The Clothesline Project: Bearing Witness to Violence Against Women
What is the Penn State Clothesline Project?
The Penn State Clothesline Project is a visual display that bears witness to the violence against women. During the public display, a clothesline is hung with shirts. Each shirt is decorated to represent a particular woman's experience, by the survivor herself or by someone who cares about her.
The Clothesline Project began with thirty-one shirts hung in Hyannis, Massachusetts in the Fall of 1990. Since that time, projects have begun in communities all across the country and in other countries as well.
Click here to view photos of the Clothesline Project's visit to Penn State.
The purpose of the project is four-fold:
- To bear witness to the survivors as well as the victims of the war against women.
- To help with the healing process for people who have lost a loved one or are survivors of this violence.
- To educate, document, and raise society's awareness of the extent of the problem of violence against women.

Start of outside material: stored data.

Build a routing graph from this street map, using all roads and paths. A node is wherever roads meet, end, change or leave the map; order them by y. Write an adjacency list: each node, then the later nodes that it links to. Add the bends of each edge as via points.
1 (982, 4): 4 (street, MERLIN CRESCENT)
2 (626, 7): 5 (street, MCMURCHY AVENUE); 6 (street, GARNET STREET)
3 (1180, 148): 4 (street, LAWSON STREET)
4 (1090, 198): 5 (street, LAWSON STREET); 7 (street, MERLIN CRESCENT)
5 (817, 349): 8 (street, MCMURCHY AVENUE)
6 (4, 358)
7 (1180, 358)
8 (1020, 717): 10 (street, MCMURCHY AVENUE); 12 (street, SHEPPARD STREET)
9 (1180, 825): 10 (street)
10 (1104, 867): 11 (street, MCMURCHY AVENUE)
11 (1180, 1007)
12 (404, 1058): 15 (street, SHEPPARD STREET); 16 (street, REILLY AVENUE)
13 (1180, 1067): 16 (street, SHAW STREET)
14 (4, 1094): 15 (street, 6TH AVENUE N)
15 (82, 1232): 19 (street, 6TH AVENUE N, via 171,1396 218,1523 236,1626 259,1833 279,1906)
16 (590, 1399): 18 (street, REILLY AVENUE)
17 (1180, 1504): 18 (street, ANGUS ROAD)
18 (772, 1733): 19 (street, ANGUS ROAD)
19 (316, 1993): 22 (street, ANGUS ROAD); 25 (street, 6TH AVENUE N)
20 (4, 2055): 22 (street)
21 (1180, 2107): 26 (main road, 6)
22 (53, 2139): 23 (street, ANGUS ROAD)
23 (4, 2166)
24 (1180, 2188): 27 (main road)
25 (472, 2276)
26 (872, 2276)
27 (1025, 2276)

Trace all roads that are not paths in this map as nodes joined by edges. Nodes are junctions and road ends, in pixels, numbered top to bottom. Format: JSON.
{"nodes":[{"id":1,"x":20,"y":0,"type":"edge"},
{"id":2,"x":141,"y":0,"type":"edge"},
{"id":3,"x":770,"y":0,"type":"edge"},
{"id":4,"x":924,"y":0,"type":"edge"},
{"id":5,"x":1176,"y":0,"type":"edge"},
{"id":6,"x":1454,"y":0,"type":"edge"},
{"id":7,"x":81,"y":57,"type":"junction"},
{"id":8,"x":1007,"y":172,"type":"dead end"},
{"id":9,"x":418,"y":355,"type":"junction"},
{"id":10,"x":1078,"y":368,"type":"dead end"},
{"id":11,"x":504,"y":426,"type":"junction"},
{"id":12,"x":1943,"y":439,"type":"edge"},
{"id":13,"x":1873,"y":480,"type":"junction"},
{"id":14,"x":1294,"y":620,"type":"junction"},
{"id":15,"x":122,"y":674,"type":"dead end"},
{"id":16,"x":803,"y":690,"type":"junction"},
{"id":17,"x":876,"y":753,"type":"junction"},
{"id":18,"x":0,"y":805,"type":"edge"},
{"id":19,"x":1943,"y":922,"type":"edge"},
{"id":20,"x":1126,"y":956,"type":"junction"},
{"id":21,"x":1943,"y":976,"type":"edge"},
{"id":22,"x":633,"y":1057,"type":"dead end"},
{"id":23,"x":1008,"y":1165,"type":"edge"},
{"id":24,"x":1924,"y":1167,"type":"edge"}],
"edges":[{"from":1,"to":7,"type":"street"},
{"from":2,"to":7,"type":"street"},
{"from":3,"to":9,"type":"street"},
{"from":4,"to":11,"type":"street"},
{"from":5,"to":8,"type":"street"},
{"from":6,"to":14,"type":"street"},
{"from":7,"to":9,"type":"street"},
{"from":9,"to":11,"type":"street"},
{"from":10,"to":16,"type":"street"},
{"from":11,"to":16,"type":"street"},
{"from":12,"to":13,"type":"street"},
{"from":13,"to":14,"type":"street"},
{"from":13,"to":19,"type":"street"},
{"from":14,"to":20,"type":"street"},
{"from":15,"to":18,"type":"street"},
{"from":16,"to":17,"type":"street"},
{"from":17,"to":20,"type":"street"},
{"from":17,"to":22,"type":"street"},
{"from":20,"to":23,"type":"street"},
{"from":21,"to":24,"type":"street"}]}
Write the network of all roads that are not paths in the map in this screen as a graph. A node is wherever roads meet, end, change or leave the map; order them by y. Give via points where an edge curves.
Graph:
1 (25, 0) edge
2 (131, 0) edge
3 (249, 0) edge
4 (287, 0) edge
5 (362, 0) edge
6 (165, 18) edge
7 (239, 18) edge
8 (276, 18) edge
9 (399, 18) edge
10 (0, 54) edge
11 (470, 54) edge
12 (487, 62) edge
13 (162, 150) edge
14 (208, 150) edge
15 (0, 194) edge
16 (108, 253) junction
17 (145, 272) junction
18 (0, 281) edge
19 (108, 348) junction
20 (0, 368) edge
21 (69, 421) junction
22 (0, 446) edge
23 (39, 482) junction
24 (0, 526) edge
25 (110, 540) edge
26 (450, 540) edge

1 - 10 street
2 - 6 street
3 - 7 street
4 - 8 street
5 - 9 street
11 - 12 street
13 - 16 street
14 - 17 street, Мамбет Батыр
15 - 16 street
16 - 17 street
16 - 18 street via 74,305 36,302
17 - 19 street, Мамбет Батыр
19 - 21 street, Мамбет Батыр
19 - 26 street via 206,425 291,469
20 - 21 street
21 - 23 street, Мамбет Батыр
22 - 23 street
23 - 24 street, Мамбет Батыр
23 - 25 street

- To provide a nationwide network of support, encouragement, and information for other communities starting their own Clothesline Projects.
What goes on the Penn State Clothesline?
We ask women to send shirts, blouses, or tee shirts of durable material preferably with the following color code:
- WHITE for women who have died of violence
- YELLOW or BEIGE for women who have been battered or assaulted
- RED, PINK, or ORANGE for women who have been raped or sexually assaulted
- BLUE or GREEN for women survivors of incest or child sexual abuse
- PURPLE or LAVENDER for women attacked because of their sexual orientation
You need not be an artist to create a moving, personal tribute. Whether you choose simply to paint or sew elaborate embroidery is up to you - any remembrance is appropriate. These colors are not mandatory if a different color or pattern has a special significance to you.
Creating a shirt
We would like each shirt to reflect the woman's personal experience. You may include a name, date, and memorabilia such as tools of a trade or symbols of interest. Shirts and materials will be available at each display for people who wish to design a shirt at the time.
Some suggestions for enduring durability
- use a natural fabric
- sew rather than using glue
- photocopy photographs onto iron-ons
- use acrylic or textile paint, color-fast dye or indelible ink
For women killed
You may want to submit a shirt that belonged to her. Please show on the shirt the woman's name, date of birth and death and hometown. When the shirt is complete you may wish to take the time to write a description of the person you have memorialized. Please include information you wish to share about her death. Tell us what this person meant to you and how you think she should be remembered. Enclose a photograph of the person if you have one you are willing to part with. We cannot be responsible for returning photographs or momentos.
Because making a shirt is part of the healing process for survivors of violence, shirts should be submitted by the survivor. If not possible, a shirt for a survivor should be submitted with her written persmission. We ask that you respect their anonymity by not using their name. Last name or hometown are not required. We would appreciate whatever information you or she would like to share. We will respect requests for confidentiality.
Naming the perpetrator is an important part of the healing process. But, for legal reasons, we cannot display shirts with full names of the perpetrators. We ask that shirt makers use first names or initials if they wish to name their violator.